Stored items
Start of Block
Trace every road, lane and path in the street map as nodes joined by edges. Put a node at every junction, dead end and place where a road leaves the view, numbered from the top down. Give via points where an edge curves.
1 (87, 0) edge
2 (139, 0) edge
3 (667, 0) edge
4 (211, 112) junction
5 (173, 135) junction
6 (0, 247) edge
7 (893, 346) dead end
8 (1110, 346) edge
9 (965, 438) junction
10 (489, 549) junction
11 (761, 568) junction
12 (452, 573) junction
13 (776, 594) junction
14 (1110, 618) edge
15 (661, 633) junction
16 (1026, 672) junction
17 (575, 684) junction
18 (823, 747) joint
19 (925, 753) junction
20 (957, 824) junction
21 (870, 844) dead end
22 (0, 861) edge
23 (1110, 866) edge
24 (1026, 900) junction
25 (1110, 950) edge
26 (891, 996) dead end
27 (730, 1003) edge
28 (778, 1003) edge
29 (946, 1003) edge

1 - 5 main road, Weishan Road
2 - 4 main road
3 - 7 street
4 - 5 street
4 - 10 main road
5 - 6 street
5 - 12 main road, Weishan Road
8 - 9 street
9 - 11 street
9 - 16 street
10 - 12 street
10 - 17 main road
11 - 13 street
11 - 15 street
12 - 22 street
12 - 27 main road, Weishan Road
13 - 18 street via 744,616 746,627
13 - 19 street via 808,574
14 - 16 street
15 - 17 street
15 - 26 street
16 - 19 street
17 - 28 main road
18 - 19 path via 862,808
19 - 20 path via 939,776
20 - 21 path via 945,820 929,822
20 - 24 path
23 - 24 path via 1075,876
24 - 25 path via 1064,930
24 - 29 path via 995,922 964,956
End of Block
Work to be completed:
Your reply should consist of the records, copied exactly.

Answer below:
Trace every road, lane and path in the street map as nodes joined by edges. Put a node at every junction, dead end and place where a road leaves the view, numbered from the top down. Give via points where an edge curves.
1 (87, 0) edge
2 (139, 0) edge
3 (667, 0) edge
4 (211, 112) junction
5 (173, 135) junction
6 (0, 247) edge
7 (893, 346) dead end
8 (1110, 346) edge
9 (965, 438) junction
10 (489, 549) junction
11 (761, 568) junction
12 (452, 573) junction
13 (776, 594) junction
14 (1110, 618) edge
15 (661, 633) junction
16 (1026, 672) junction
17 (575, 684) junction
18 (823, 747) joint
19 (925, 753) junction
20 (957, 824) junction
21 (870, 844) dead end
22 (0, 861) edge
23 (1110, 866) edge
24 (1026, 900) junction
25 (1110, 950) edge
26 (891, 996) dead end
27 (730, 1003) edge
28 (778, 1003) edge
29 (946, 1003) edge

1 - 5 main road, Weishan Road
2 - 4 main road
3 - 7 street
4 - 5 street
4 - 10 main road
5 - 6 street
5 - 12 main road, Weishan Road
8 - 9 street
9 - 11 street
9 - 16 street
10 - 12 street
10 - 17 main road
11 - 13 street
11 - 15 street
12 - 22 street
12 - 27 main road, Weishan Road
13 - 18 street via 744,616 746,627
13 - 19 street via 808,574
14 - 16 street
15 - 17 street
15 - 26 street
16 - 19 street
17 - 28 main road
18 - 19 path via 862,808
19 - 20 path via 939,776
20 - 21 path via 945,820 929,822
20 - 24 path
23 - 24 path via 1075,876
24 - 25 path via 1064,930
24 - 29 path via 995,922 964,956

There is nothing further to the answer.